Les données de naissances utilisées dans l’analyse sont celles de l’état civil, fournies par l’Institut national de la statistique et des études économiques (Insee) 8.

Les variables étudiées sont :

  • pour la mortalité maternelle : département de décès (lieu d’enregistrement), département de résidence (lieu de domicile) d’après les données de l’ENCMM 2 ; compte tenu des petits effectifs observés il n’est pas possible de prendre en compte d’autres variables ;
  • pour la morbidité maternelle issue du PMSI : âge, département de résidence, établissement du séjour en Usirea, nombre d’actes, nombre de diagnostics, le diagnostic principal et les diagnostics associés, dont 5 ont été retenus dans l’analyse, indice de gravité simplifié (IGS2), supplément de réanimation considéré comme un marqueur de sévérité de l’état clinique des femmes, puisqu’il est codé dans le séjour, lorsque le score d’IGS ≥15 est associé à la réalisation d’actes marqueurs de suppléance vitale (par exemple stimulation cardiaque, ventilation mécanique, épuration extrarénale) et durée de séjour hospitalier en Usirea 9.

Nous avons procédé à une analyse statistique descriptive, appliquée à la comparaison, les uns avec les autres, des huit territoires de santé d’IdF (75 Paris, 77 Seine-et-Marne, 78 Yvelines, 91 Essonne, 92 Hauts-de-Seine, 93 Seine-Saint-Denis, 94 Val-de-Marne, 95 Val-d’Oise).

Les taux de mortalité maternelle ont été calculés en rapportant les décès maternels aux naissances vivantes (NV) correspondantes et ce de deux façons : taux de décès selon le lieu d’enregistrement (taux enregistré) ou selon le lieu de domicile de la femme décédée (taux domicilié), exprimés pour 100 000 NV par territoire de santé, assortis de leurs intervalles de confiance au risque 5% car, compte tenu de leur rareté, les décès maternels sont considérés tirés d’un échantillon 10.

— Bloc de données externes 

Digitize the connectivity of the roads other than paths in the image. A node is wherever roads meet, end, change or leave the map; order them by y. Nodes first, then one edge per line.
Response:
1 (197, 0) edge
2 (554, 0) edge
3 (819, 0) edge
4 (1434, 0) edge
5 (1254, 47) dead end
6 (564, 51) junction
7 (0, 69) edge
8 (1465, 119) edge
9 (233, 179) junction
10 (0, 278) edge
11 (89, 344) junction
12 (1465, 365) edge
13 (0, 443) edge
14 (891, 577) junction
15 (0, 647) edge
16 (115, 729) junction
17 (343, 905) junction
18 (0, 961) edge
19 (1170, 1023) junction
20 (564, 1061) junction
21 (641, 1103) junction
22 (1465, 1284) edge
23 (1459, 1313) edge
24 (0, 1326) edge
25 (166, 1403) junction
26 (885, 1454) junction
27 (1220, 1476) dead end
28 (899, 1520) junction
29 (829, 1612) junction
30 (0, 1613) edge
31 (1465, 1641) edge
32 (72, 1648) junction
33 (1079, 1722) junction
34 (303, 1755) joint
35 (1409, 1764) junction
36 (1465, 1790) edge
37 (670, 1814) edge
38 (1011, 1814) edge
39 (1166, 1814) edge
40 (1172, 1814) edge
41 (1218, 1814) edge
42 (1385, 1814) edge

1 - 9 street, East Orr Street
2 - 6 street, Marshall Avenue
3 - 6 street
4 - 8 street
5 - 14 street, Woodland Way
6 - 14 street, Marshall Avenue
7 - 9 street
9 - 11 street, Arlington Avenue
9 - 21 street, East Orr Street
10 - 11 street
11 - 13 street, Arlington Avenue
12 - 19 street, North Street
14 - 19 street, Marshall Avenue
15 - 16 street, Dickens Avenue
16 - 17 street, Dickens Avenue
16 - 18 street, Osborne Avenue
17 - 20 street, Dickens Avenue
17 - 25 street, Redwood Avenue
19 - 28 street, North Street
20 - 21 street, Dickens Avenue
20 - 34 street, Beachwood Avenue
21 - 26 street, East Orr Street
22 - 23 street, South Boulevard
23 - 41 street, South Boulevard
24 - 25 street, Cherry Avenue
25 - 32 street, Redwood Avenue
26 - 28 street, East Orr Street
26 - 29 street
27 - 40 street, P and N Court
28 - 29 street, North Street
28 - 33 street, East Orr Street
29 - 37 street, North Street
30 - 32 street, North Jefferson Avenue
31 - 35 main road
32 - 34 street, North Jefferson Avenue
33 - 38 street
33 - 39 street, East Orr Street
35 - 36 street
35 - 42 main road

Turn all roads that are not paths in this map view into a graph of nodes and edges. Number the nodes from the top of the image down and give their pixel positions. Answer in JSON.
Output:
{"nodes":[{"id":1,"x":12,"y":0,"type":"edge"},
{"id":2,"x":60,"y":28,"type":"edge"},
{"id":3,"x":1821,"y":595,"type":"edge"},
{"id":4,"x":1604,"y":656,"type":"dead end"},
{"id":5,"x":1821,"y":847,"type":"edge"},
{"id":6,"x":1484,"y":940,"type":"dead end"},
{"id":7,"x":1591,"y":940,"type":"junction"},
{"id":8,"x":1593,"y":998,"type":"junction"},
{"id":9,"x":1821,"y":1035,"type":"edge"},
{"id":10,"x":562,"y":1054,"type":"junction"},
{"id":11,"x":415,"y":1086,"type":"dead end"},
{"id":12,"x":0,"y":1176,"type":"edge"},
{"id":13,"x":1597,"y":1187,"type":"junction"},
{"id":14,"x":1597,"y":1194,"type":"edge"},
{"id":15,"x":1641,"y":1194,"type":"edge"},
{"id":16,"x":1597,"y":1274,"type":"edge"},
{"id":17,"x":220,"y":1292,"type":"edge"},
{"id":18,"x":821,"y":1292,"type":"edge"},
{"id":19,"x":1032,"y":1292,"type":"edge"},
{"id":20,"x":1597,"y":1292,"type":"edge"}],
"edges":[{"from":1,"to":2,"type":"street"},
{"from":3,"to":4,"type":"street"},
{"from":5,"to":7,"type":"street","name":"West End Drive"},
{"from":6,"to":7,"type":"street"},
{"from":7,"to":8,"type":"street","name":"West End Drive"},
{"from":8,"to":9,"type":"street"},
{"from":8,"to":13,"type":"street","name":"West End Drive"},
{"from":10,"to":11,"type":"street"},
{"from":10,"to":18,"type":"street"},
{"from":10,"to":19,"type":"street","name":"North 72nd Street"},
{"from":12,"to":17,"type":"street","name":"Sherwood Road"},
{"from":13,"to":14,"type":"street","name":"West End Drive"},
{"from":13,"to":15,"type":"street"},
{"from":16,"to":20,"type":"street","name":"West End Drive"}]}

Les taux d’admission en Usirea ont été calculés en rapportant le nombre de femmes en Usirea au nombre des NV, représentant donc soit le taux enregistré d’admission en Usirea, soit le taux domicilié d’admission en Usirea, exprimés pour 1 000. Des précisions sur les détails des calculs ont été publiées antérieurement 6,11.

Résultats

Mortalité maternelle

De 2007 à 2009, l’ENCMM a enregistré 68 décès maternels pour 546 734 naissances en IdF, soit un taux de mortalité maternelle (TMM) enregistré de 12,4 pour 100 000 naissances vivantes (IC95% [9,7-15,8]), et 62 décès rapportés aux domiciles des femmes, soit un taux domicilié de 11,1 pour 100 000 (IC95% [8,6-14,5]) (tableau 1). Des variations des TMM non significatives statistiquement ont été observées par territoire de santé :

  • le TMM enregistré le plus élevé était observé à Paris (17,7 ; IC95% [11,2-26,5]) et le plus bas dans les Yvelines (5,6 ; IC95% [1,2-16,2]) (figure 1a) ;
  • le TMM domicilié le plus élevé était relevé en Essonne (18,5 ; IC95% [8,9-34,0]) et le plus bas dans les Yvelines (6,7 ; IC95% [1,8-17,2]).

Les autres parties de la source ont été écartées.